Pub Date: June 16th, 1997
ISBN: 0-671-55707-6
Publisher: Pocket

Mercer's second Ariel Gold thriller has a fetching cast and an ingenious plot device. True tension is the only missing element in this promising series. In Fast Forward (1995), Ariel Gold lost her memory in a Los Angeles explosion that coincidentally killed her twin sister Jane— a sister Ariel didn't know she had. While coping with her amnesia, Ariel, who was raised separately from Jane by unloving adoptive parents, mysteriously became transformed into the person she might have been had she been raised in a good home. She lost 30 pounds, did better at her job as a producer for an investigative TV show called Open File, started using makeup, and became outgoing and confident.

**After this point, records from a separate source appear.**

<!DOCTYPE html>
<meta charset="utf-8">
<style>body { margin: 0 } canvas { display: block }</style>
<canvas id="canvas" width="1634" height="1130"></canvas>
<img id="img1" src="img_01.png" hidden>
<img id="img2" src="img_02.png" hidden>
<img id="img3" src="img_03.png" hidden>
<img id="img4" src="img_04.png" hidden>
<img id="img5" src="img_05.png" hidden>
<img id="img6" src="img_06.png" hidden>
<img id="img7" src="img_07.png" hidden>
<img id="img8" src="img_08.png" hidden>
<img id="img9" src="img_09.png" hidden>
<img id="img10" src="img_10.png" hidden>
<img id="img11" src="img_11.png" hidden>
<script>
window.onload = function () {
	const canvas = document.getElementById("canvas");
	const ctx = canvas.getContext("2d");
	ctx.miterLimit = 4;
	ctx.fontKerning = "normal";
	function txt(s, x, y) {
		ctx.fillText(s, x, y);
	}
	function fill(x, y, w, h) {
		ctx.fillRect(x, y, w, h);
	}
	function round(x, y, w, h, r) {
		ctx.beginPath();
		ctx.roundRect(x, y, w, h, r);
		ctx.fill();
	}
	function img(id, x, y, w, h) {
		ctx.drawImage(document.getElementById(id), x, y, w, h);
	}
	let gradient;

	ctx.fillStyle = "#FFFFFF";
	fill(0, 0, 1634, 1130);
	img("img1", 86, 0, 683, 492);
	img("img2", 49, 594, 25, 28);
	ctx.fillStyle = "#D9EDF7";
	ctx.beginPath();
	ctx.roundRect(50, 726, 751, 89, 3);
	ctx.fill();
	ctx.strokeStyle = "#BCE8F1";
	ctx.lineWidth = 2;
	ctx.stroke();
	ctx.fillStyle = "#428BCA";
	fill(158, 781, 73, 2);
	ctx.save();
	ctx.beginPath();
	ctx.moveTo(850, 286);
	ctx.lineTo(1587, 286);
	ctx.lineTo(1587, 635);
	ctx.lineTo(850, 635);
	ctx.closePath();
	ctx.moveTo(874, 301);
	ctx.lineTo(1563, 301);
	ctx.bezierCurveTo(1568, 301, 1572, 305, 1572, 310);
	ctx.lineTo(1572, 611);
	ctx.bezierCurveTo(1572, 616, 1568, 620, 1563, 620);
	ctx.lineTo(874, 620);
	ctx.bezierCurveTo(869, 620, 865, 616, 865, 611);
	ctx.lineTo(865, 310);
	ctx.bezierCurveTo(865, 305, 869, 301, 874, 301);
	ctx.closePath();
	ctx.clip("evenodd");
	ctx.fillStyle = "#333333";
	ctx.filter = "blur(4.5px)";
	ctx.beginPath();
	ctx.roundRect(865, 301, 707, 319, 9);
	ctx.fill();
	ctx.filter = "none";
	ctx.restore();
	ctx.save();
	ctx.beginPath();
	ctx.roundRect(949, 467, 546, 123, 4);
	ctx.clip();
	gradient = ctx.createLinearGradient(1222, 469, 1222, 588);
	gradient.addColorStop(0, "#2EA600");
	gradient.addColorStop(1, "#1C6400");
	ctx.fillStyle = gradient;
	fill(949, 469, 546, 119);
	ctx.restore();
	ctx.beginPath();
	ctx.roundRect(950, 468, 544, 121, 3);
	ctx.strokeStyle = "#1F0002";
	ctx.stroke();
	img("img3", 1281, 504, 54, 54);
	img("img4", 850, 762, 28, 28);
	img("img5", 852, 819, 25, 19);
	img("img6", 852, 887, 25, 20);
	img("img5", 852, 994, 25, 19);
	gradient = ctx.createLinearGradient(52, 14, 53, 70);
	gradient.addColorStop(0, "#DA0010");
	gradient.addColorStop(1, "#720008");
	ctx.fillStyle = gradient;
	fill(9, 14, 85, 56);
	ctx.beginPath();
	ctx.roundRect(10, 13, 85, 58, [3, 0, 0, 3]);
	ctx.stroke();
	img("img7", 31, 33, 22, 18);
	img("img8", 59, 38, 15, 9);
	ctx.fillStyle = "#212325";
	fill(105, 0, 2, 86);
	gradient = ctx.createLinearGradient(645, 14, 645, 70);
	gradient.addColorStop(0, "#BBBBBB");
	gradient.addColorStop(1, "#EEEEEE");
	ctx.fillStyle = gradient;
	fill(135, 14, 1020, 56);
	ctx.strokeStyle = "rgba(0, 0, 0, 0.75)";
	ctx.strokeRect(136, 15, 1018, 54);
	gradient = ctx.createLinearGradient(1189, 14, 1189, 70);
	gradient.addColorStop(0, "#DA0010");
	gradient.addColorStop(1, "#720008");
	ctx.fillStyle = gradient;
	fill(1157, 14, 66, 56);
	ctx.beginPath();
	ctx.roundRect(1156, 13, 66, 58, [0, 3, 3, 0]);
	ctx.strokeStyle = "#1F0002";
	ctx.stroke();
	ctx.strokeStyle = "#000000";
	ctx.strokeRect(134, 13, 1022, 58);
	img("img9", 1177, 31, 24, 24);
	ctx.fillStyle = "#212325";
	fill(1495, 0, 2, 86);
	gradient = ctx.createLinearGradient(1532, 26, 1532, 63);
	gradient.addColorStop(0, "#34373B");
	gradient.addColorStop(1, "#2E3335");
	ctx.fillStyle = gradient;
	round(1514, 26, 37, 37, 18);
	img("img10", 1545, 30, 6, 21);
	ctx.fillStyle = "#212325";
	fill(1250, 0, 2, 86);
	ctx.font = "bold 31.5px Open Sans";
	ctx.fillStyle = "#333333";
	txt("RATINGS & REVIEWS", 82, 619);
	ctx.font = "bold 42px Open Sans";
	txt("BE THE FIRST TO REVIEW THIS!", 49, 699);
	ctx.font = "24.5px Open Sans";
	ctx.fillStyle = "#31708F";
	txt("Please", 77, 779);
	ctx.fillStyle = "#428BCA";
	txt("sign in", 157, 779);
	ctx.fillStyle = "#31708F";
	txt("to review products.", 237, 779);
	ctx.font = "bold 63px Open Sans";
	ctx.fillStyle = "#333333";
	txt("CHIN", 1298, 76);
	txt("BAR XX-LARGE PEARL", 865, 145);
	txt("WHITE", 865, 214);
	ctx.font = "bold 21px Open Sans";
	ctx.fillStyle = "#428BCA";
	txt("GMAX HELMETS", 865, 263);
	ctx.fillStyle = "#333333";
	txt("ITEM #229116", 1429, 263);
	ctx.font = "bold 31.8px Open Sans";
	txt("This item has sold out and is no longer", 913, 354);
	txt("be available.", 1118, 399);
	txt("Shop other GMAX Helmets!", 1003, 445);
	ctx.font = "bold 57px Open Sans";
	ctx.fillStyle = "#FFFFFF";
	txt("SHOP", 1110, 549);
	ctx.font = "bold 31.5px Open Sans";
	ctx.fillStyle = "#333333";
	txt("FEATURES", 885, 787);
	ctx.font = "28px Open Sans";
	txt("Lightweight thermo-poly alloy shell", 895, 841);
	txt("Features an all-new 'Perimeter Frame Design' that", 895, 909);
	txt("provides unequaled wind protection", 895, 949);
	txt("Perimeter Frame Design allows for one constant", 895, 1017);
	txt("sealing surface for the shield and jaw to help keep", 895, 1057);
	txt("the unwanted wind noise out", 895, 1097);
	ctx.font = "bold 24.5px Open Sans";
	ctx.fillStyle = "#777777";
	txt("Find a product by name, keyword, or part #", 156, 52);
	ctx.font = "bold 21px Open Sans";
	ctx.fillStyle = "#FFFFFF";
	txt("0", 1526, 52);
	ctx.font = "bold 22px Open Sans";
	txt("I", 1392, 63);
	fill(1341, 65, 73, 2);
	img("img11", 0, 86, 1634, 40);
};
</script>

So changed did she become in fact that her thrice- divorced boss, Henry Heller, who had never given her a second glance, is now in love with her; and her new-found grandfather, a wealthy southerner, is showering her with attention. This second installment begins near his house on Kiawah Island in South Carolina, where Ariel meets John William Barron, an old friend of Jane's, who is discovered the following day dead of carbon-monoxide poisoning in what is supposedly a suicide. Because of John William's connection to her sister, Ariel investigates the mysterious circumstances of his death and the gothic goings-on of his scandal-ridden Charleston family (his father was also supposedly a suicide), while on the other coast Henry takes care of her dogs and conducts his own inquiries into the disappearance of a computer genius, the founder of MicroStar. The dual mysteries, solved in interweaving chapters, work against the build-up of suspense in either one, and an attempt to bring an L.A. villain to South Carolina never becomes integrated into the story. No page-turner, but Mercer nevertheless is a bright author with a fine sense of humanity and some ideas that may very well mature.